### Required work
Exactly as shown below, retype every line of the data.

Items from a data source
--- START ---
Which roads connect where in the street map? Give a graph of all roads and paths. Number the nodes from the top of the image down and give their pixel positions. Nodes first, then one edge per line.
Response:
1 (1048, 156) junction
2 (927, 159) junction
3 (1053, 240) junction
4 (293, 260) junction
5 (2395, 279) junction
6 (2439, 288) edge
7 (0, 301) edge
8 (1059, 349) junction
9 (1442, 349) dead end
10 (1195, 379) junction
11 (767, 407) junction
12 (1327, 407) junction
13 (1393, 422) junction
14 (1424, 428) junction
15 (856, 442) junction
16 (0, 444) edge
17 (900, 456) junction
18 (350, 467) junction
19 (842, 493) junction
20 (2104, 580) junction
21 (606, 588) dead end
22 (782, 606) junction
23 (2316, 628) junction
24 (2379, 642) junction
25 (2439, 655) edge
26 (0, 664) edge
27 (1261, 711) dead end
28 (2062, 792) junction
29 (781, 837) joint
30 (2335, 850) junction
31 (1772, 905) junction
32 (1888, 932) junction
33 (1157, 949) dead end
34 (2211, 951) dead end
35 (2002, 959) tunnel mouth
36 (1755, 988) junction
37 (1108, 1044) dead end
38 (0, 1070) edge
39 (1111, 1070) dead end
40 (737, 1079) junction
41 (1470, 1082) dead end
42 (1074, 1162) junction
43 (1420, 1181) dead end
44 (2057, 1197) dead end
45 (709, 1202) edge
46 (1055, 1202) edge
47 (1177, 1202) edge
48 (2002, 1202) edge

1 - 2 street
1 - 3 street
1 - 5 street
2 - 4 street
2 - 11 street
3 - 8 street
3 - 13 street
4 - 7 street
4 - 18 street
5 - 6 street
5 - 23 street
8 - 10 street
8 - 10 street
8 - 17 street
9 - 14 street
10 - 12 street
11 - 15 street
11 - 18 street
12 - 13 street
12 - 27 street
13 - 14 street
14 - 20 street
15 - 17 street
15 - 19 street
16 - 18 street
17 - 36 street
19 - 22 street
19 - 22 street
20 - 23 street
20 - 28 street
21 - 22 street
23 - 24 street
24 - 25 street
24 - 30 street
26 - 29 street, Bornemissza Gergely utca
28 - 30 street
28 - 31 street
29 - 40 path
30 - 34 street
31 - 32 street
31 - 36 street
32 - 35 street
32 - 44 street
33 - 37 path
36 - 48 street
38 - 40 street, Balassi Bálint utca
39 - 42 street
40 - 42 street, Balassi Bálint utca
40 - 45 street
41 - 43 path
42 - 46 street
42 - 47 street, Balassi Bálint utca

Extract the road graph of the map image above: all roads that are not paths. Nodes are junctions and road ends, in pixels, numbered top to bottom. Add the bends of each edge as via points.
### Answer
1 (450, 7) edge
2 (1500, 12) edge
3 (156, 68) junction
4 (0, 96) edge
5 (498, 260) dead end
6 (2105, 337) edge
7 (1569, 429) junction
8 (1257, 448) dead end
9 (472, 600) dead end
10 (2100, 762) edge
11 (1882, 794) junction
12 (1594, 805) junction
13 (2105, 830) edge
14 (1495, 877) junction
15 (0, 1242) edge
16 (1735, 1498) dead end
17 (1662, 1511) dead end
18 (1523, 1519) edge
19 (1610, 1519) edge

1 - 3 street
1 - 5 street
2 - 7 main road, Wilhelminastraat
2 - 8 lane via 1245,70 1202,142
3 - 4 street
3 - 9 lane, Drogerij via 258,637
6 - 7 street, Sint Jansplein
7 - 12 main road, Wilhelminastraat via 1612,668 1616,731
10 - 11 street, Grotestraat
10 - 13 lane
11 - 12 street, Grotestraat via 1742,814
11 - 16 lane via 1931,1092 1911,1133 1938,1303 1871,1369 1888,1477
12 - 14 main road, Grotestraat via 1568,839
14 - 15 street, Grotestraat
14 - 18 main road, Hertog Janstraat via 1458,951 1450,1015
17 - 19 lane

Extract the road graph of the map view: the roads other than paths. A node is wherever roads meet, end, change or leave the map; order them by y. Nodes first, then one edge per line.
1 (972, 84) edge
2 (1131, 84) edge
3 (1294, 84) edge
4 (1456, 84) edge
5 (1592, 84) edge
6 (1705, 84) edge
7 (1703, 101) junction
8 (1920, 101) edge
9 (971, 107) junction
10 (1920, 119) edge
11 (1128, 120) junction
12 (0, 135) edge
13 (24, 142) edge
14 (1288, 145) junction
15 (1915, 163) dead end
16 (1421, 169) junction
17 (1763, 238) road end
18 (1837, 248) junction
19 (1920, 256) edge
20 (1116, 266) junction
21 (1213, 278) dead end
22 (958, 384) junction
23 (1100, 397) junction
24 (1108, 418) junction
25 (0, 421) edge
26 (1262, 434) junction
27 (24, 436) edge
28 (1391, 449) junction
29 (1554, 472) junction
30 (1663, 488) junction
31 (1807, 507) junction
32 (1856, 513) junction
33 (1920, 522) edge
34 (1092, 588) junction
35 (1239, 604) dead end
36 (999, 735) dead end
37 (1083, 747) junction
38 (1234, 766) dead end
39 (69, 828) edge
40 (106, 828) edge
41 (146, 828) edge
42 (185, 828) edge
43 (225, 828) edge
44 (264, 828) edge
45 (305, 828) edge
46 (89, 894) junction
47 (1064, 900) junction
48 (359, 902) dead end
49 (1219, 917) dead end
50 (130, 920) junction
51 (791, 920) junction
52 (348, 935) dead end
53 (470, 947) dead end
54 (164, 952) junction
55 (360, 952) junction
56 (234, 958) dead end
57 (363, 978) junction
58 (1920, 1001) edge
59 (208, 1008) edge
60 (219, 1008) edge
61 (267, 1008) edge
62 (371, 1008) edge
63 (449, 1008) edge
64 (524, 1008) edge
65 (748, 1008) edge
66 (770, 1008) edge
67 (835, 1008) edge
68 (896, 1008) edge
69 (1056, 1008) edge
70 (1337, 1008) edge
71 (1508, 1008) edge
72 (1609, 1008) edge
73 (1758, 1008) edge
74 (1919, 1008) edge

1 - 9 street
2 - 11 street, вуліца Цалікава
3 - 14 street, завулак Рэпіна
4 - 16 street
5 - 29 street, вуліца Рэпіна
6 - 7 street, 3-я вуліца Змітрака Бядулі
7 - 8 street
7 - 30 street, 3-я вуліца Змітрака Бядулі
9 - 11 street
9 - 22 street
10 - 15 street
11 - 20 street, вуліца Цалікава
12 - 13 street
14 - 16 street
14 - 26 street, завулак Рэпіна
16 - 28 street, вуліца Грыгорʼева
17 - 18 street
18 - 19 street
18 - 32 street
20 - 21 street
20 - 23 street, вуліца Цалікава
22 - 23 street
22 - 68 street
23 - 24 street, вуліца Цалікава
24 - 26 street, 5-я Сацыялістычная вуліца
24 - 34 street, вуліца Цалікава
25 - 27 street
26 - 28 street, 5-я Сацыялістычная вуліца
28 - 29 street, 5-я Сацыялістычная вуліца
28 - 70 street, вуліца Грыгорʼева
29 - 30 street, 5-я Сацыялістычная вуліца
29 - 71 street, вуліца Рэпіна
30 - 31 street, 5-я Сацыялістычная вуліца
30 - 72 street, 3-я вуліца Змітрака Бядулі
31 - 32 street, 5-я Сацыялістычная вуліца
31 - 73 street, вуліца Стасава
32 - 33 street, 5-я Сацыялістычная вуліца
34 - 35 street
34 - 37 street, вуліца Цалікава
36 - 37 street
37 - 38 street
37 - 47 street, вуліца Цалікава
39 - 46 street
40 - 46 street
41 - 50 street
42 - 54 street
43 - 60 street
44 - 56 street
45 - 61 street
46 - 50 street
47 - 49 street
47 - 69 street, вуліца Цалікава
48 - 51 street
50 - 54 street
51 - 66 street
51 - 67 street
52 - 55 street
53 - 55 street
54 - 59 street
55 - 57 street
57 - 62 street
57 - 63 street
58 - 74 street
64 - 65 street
--- END ---
### Response area
Which roads connect where in the street map? Give a graph of all roads and paths. Number the nodes from the top of the image down and give their pixel positions. Nodes first, then one edge per line.
Response:
1 (1048, 156) junction
2 (927, 159) junction
3 (1053, 240) junction
4 (293, 260) junction
5 (2395, 279) junction
6 (2439, 288) edge
7 (0, 301) edge
8 (1059, 349) junction
9 (1442, 349) dead end
10 (1195, 379) junction
11 (767, 407) junction
12 (1327, 407) junction
13 (1393, 422) junction
14 (1424, 428) junction
15 (856, 442) junction
16 (0, 444) edge
17 (900, 456) junction
18 (350, 467) junction
19 (842, 493) junction
20 (2104, 580) junction
21 (606, 588) dead end
22 (782, 606) junction
23 (2316, 628) junction
24 (2379, 642) junction
25 (2439, 655) edge
26 (0, 664) edge
27 (1261, 711) dead end
28 (2062, 792) junction
29 (781, 837) joint
30 (2335, 850) junction
31 (1772, 905) junction
32 (1888, 932) junction
33 (1157, 949) dead end
34 (2211, 951) dead end
35 (2002, 959) tunnel mouth
36 (1755, 988) junction
37 (1108, 1044) dead end
38 (0, 1070) edge
39 (1111, 1070) dead end
40 (737, 1079) junction
41 (1470, 1082) dead end
42 (1074, 1162) junction
43 (1420, 1181) dead end
44 (2057, 1197) dead end
45 (709, 1202) edge
46 (1055, 1202) edge
47 (1177, 1202) edge
48 (2002, 1202) edge

1 - 2 street
1 - 3 street
1 - 5 street
2 - 4 street
2 - 11 street
3 - 8 street
3 - 13 street
4 - 7 street
4 - 18 street
5 - 6 street
5 - 23 street
8 - 10 street
8 - 10 street
8 - 17 street
9 - 14 street
10 - 12 street
11 - 15 street
11 - 18 street
12 - 13 street
12 - 27 street
13 - 14 street
14 - 20 street
15 - 17 street
15 - 19 street
16 - 18 street
17 - 36 street
19 - 22 street
19 - 22 street
20 - 23 street
20 - 28 street
21 - 22 street
23 - 24 street
24 - 25 street
24 - 30 street
26 - 29 street, Bornemissza Gergely utca
28 - 30 street
28 - 31 street
29 - 40 path
30 - 34 street
31 - 32 street
31 - 36 street
32 - 35 street
32 - 44 street
33 - 37 path
36 - 48 street
38 - 40 street, Balassi Bálint utca
39 - 42 street
40 - 42 street, Balassi Bálint utca
40 - 45 street
41 - 43 path
42 - 46 street
42 - 47 street, Balassi Bálint utca

Extract the road graph of the map image above: all roads that are not paths. Nodes are junctions and road ends, in pixels, numbered top to bottom. Add the bends of each edge as via points.
### Answer
1 (450, 7) edge
2 (1500, 12) edge
3 (156, 68) junction
4 (0, 96) edge
5 (498, 260) dead end
6 (2105, 337) edge
7 (1569, 429) junction
8 (1257, 448) dead end
9 (472, 600) dead end
10 (2100, 762) edge
11 (1882, 794) junction
12 (1594, 805) junction
13 (2105, 830) edge
14 (1495, 877) junction
15 (0, 1242) edge
16 (1735, 1498) dead end
17 (1662, 1511) dead end
18 (1523, 1519) edge
19 (1610, 1519) edge

1 - 3 street
1 - 5 street
2 - 7 main road, Wilhelminastraat
2 - 8 lane via 1245,70 1202,142
3 - 4 street
3 - 9 lane, Drogerij via 258,637
6 - 7 street, Sint Jansplein
7 - 12 main road, Wilhelminastraat via 1612,668 1616,731
10 - 11 street, Grotestraat
10 - 13 lane
11 - 12 street, Grotestraat via 1742,814
11 - 16 lane via 1931,1092 1911,1133 1938,1303 1871,1369 1888,1477
12 - 14 main road, Grotestraat via 1568,839
14 - 15 street, Grotestraat
14 - 18 main road, Hertog Janstraat via 1458,951 1450,1015
17 - 19 lane

Extract the road graph of the map view: the roads other than paths. A node is wherever roads meet, end, change or leave the map; order them by y. Nodes first, then one edge per line.
1 (972, 84) edge
2 (1131, 84) edge
3 (1294, 84) edge
4 (1456, 84) edge
5 (1592, 84) edge
6 (1705, 84) edge
7 (1703, 101) junction
8 (1920, 101) edge
9 (971, 107) junction
10 (1920, 119) edge
11 (1128, 120) junction
12 (0, 135) edge
13 (24, 142) edge
14 (1288, 145) junction
15 (1915, 163) dead end
16 (1421, 169) junction
17 (1763, 238) road end
18 (1837, 248) junction
19 (1920, 256) edge
20 (1116, 266) junction
21 (1213, 278) dead end
22 (958, 384) junction
23 (1100, 397) junction
24 (1108, 418) junction
25 (0, 421) edge
26 (1262, 434) junction
27 (24, 436) edge
28 (1391, 449) junction
29 (1554, 472) junction
30 (1663, 488) junction
31 (1807, 507) junction
32 (1856, 513) junction
33 (1920, 522) edge
34 (1092, 588) junction
35 (1239, 604) dead end
36 (999, 735) dead end
37 (1083, 747) junction
38 (1234, 766) dead end
39 (69, 828) edge
40 (106, 828) edge
41 (146, 828) edge
42 (185, 828) edge
43 (225, 828) edge
44 (264, 828) edge
45 (305, 828) edge
46 (89, 894) junction
47 (1064, 900) junction
48 (359, 902) dead end
49 (1219, 917) dead end
50 (130, 920) junction
51 (791, 920) junction
52 (348, 935) dead end
53 (470, 947) dead end
54 (164, 952) junction
55 (360, 952) junction
56 (234, 958) dead end
57 (363, 978) junction
58 (1920, 1001) edge
59 (208, 1008) edge
60 (219, 1008) edge
61 (267, 1008) edge
62 (371, 1008) edge
63 (449, 1008) edge
64 (524, 1008) edge
65 (748, 1008) edge
66 (770, 1008) edge
67 (835, 1008) edge
68 (896, 1008) edge
69 (1056, 1008) edge
70 (1337, 1008) edge
71 (1508, 1008) edge
72 (1609, 1008) edge
73 (1758, 1008) edge
74 (1919, 1008) edge

1 - 9 street
2 - 11 street, вуліца Цалікава
3 - 14 street, завулак Рэпіна
4 - 16 street
5 - 29 street, вуліца Рэпіна
6 - 7 street, 3-я вуліца Змітрака Бядулі
7 - 8 street
7 - 30 street, 3-я вуліца Змітрака Бядулі
9 - 11 street
9 - 22 street
10 - 15 street
11 - 20 street, вуліца Цалікава
12 - 13 street
14 - 16 street
14 - 26 street, завулак Рэпіна
16 - 28 street, вуліца Грыгорʼева
17 - 18 street
18 - 19 street
18 - 32 street
20 - 21 street
20 - 23 street, вуліца Цалікава
22 - 23 street
22 - 68 street
23 - 24 street, вуліца Цалікава
24 - 26 street, 5-я Сацыялістычная вуліца
24 - 34 street, вуліца Цалікава
25 - 27 street
26 - 28 street, 5-я Сацыялістычная вуліца
28 - 29 street, 5-я Сацыялістычная вуліца
28 - 70 street, вуліца Грыгорʼева
29 - 30 street, 5-я Сацыялістычная вуліца
29 - 71 street, вуліца Рэпіна
30 - 31 street, 5-я Сацыялістычная вуліца
30 - 72 street, 3-я вуліца Змітрака Бядулі
31 - 32 street, 5-я Сацыялістычная вуліца
31 - 73 street, вуліца Стасава
32 - 33 street, 5-я Сацыялістычная вуліца
34 - 35 street
34 - 37 street, вуліца Цалікава
36 - 37 street
37 - 38 street
37 - 47 street, вуліца Цалікава
39 - 46 street
40 - 46 street
41 - 50 street
42 - 54 street
43 - 60 street
44 - 56 street
45 - 61 street
46 - 50 street
47 - 49 street
47 - 69 street, вуліца Цалікава
48 - 51 street
50 - 54 street
51 - 66 street
51 - 67 street
52 - 55 street
53 - 55 street
54 - 59 street
55 - 57 street
57 - 62 street
57 - 63 street
58 - 74 street
64 - 65 street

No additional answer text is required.